Department of Surgery, University of Connecticut Health Center, Farmington, Connecticut 06030, USA.
Neurourol Urodyn. 2012 Jan;31(1):30-5. doi: 10.1002/nau.21223. Epub 2011 Oct 28.
Bladder compliance is one expression of the pressure and volume relationship as the bladder fills. In addition to passive elements, autonomous micromotional detrusor activity contributes to this relationship. In the mouse cystometric model, compliance pressure contributes to voiding expulsive pressure.
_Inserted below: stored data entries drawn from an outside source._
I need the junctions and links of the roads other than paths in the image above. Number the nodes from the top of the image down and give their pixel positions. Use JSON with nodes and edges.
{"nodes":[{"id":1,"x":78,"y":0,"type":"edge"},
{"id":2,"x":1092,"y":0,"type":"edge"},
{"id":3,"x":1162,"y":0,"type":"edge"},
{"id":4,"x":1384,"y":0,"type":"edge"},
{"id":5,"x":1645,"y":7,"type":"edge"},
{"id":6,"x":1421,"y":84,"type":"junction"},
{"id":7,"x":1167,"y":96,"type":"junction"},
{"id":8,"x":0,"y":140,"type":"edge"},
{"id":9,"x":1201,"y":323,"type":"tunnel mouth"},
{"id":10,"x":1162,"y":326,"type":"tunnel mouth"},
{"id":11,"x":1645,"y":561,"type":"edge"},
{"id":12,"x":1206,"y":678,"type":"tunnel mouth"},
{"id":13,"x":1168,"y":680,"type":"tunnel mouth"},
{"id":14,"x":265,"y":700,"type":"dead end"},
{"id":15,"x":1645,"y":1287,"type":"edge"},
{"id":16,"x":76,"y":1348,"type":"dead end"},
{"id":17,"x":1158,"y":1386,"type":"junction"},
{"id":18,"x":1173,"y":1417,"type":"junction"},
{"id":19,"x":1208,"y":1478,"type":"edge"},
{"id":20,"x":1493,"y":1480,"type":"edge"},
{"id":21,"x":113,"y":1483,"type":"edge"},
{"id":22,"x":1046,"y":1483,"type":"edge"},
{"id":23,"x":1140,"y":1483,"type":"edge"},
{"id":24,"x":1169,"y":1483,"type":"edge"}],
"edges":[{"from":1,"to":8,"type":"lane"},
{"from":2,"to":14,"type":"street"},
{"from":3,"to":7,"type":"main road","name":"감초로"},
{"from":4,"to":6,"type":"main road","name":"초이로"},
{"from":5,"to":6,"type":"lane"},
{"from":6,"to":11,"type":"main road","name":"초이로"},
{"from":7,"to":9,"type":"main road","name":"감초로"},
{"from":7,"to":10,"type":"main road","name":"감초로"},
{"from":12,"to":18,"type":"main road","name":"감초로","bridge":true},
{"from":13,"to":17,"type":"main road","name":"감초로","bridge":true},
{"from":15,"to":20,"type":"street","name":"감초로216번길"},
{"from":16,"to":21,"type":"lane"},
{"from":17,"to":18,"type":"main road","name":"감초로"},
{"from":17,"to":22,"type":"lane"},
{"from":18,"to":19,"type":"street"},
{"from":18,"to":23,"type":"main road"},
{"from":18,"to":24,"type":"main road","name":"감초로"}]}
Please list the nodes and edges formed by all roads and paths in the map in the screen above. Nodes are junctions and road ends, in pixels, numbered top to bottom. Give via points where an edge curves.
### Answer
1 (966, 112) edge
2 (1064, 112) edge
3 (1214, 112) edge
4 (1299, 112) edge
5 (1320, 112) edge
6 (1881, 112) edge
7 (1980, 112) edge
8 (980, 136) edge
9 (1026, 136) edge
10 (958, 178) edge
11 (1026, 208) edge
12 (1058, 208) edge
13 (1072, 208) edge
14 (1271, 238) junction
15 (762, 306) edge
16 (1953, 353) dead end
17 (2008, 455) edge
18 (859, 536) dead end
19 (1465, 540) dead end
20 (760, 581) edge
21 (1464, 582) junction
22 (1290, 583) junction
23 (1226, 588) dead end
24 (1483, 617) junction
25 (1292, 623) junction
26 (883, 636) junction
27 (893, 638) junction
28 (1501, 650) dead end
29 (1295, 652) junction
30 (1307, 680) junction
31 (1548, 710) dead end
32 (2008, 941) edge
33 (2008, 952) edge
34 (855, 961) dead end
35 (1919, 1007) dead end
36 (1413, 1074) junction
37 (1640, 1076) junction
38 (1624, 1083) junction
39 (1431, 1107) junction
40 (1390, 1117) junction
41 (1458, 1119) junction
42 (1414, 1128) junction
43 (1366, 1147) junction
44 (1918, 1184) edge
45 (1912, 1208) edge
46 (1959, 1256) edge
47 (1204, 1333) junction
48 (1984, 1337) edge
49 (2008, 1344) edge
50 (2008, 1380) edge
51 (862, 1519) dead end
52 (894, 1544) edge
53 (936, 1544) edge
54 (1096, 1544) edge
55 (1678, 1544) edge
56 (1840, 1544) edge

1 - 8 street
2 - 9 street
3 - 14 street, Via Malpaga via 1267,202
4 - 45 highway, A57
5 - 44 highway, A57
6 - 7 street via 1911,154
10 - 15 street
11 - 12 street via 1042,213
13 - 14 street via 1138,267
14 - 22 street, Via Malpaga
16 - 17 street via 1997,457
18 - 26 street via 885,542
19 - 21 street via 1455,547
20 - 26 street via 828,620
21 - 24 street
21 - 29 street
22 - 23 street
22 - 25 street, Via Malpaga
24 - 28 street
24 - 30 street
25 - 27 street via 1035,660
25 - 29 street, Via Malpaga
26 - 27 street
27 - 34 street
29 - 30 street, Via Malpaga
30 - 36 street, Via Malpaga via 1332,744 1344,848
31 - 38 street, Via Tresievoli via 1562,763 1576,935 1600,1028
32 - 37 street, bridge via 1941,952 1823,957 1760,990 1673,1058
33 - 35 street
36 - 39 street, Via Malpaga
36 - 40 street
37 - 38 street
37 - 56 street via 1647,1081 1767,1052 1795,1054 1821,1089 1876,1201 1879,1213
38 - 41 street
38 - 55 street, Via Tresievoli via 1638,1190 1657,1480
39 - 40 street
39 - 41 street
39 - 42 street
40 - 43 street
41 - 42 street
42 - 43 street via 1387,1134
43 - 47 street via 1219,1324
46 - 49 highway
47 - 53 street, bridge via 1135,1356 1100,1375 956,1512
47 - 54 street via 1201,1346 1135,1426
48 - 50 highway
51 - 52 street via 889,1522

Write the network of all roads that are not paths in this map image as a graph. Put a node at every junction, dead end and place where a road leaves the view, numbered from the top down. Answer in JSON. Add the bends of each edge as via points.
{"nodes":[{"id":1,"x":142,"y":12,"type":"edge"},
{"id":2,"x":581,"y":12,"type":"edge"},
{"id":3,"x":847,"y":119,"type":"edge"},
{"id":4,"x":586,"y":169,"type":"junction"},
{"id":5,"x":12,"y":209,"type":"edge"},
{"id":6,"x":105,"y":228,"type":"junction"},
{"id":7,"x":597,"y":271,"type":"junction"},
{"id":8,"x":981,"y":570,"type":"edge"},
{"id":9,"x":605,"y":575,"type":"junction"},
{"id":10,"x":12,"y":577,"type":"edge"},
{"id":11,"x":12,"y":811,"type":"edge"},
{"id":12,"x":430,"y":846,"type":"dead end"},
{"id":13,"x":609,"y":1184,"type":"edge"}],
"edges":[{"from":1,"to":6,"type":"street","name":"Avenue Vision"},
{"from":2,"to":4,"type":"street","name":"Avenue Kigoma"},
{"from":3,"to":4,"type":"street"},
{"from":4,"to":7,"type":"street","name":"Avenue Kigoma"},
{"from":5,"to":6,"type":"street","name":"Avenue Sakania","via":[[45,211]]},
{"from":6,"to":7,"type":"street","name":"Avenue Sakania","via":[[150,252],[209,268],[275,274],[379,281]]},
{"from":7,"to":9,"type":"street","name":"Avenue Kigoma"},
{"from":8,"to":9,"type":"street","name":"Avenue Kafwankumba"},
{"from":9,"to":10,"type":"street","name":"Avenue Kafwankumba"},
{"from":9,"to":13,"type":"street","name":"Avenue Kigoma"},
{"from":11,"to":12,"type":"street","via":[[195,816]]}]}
During attempts to isolate the detrusor contractile component of this filling pressurization, we found that compliance reversibly diminishes under conditions which remove central control from the micturition cycle.
Ten mature female mice underwent constant infusion pressure/flow cystometry under urethane anesthesia, and five awake mature female mice underwent constant infusion pressure cystometry. Following baseline cystometry, all mice were anesthetized with isoflurane to abolish the micturition reflex, and cystometry conducted with manual emptying of the bladders. Animals were then allowed to recover from isoflurane to re-establish the micturition reflex, and cystometry again conducted. The urethane group was also studied immediately post-mortem. Repeated measures comparisons of cystometric parameters were made across conditions.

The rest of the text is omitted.